WORK REQUIRED:
One line at a time, check the entries below for the word "junctions", and copy each line that has it.

(MATERIAL FOR THIS EXERCISE)

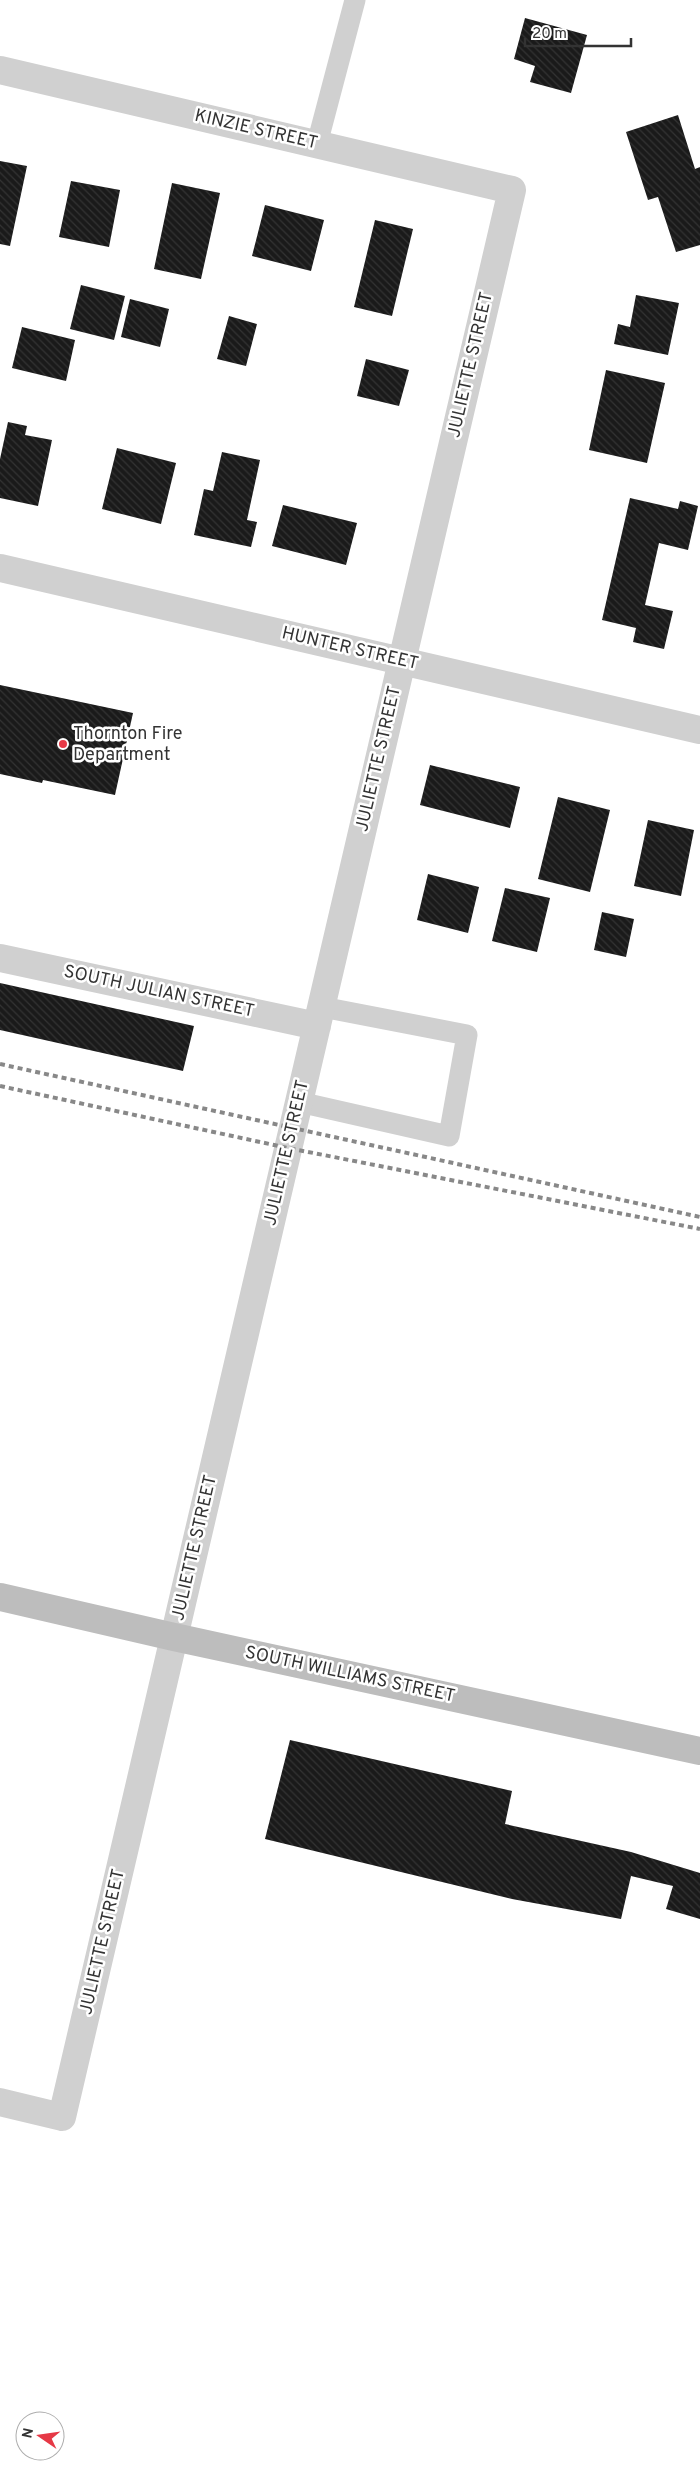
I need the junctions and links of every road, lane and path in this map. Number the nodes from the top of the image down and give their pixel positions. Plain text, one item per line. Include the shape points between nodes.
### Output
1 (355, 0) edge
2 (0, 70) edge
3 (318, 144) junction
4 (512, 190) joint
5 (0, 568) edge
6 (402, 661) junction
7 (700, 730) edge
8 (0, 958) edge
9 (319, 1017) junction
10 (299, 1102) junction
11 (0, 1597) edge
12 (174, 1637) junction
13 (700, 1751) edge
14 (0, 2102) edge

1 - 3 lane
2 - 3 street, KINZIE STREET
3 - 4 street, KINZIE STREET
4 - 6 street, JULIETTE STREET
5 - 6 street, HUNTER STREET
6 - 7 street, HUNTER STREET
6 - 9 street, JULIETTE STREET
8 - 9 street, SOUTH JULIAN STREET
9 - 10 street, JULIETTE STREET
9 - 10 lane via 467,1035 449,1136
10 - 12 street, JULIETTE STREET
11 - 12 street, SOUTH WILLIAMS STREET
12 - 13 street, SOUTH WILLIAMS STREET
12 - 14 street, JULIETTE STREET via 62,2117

(End MATERIAL FOR THIS EXERCISE)
(MATERIAL FOR THIS EXERCISE)

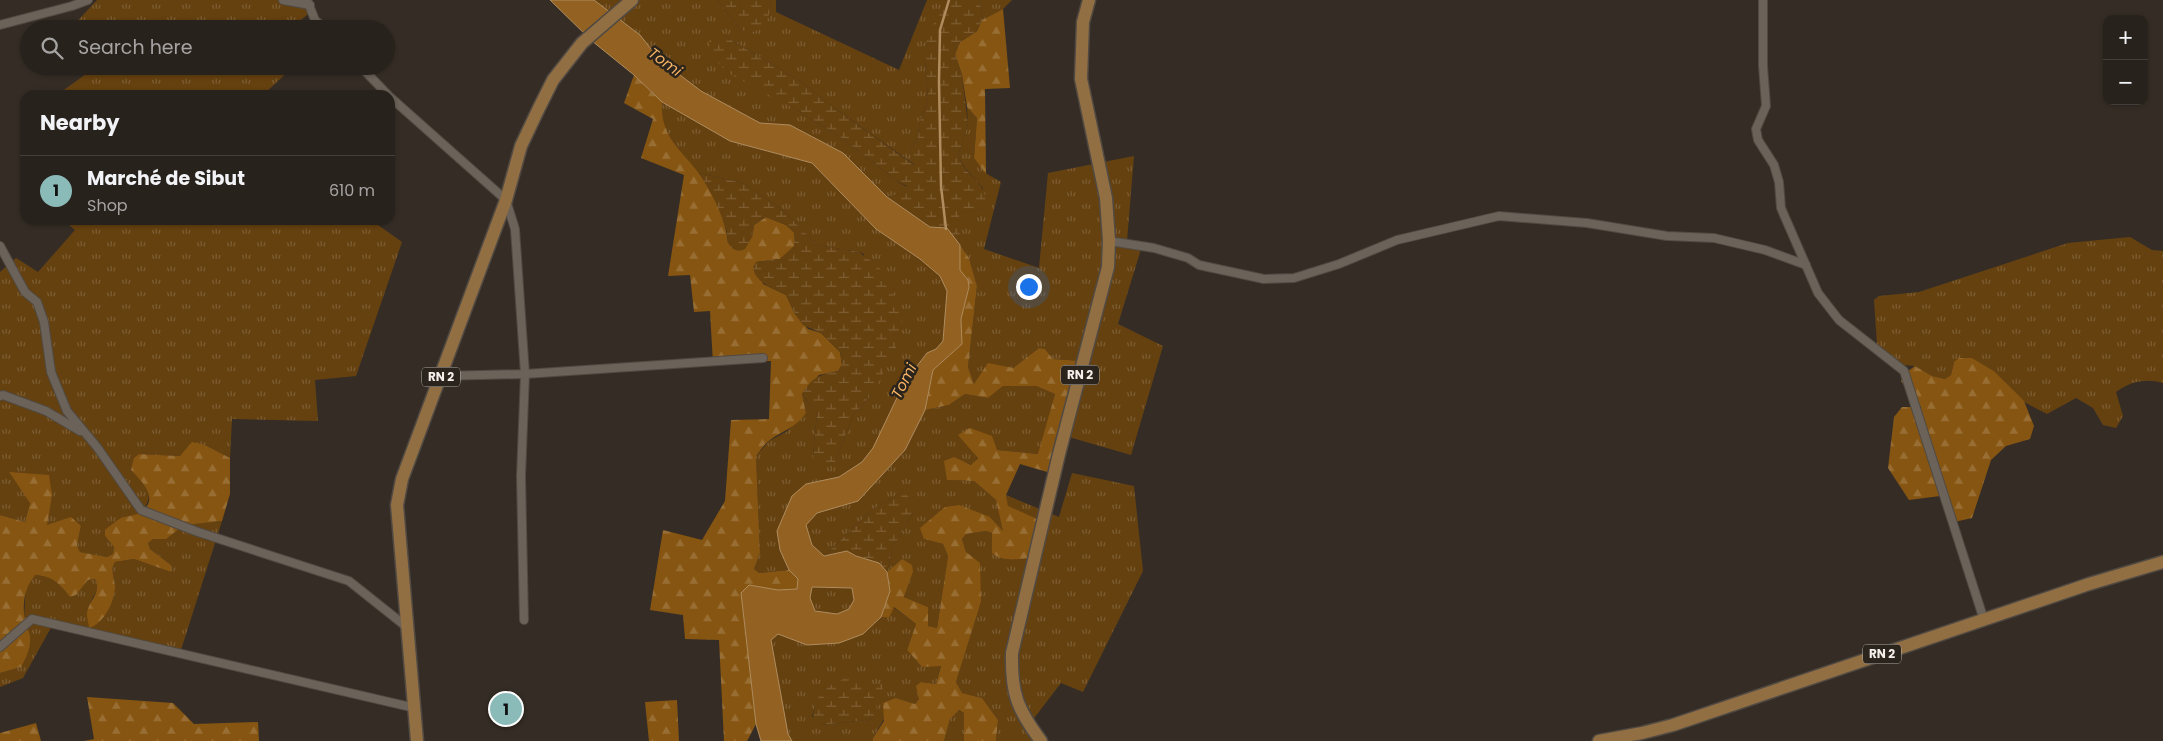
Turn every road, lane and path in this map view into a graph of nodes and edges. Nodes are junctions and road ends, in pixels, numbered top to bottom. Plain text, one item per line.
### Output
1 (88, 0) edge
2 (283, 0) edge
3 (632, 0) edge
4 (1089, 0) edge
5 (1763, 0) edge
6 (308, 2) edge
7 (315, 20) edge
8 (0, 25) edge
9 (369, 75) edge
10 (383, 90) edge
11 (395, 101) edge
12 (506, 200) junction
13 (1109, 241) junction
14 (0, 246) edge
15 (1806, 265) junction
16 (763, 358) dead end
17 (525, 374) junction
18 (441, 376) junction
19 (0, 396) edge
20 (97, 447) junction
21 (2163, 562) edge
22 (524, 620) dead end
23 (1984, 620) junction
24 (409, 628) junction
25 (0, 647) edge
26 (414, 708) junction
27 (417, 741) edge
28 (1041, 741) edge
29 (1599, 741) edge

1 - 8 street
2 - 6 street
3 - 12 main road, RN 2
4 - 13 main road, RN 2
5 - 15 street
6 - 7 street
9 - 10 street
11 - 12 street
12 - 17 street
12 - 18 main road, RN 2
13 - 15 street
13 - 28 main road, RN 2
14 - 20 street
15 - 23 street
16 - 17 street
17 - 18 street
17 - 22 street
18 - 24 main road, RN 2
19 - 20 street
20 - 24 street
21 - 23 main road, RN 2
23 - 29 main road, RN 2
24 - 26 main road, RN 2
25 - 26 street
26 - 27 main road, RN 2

(End MATERIAL FOR THIS EXERCISE)

TASK OUTPUT:
I need the junctions and links of every road, lane and path in this map. Number the nodes from the top of the image down and give their pixel positions. Plain text, one item per line. Include the shape points between nodes.
Turn every road, lane and path in this map view into a graph of nodes and edges. Nodes are junctions and road ends, in pixels, numbered top to bottom. Plain text, one item per line.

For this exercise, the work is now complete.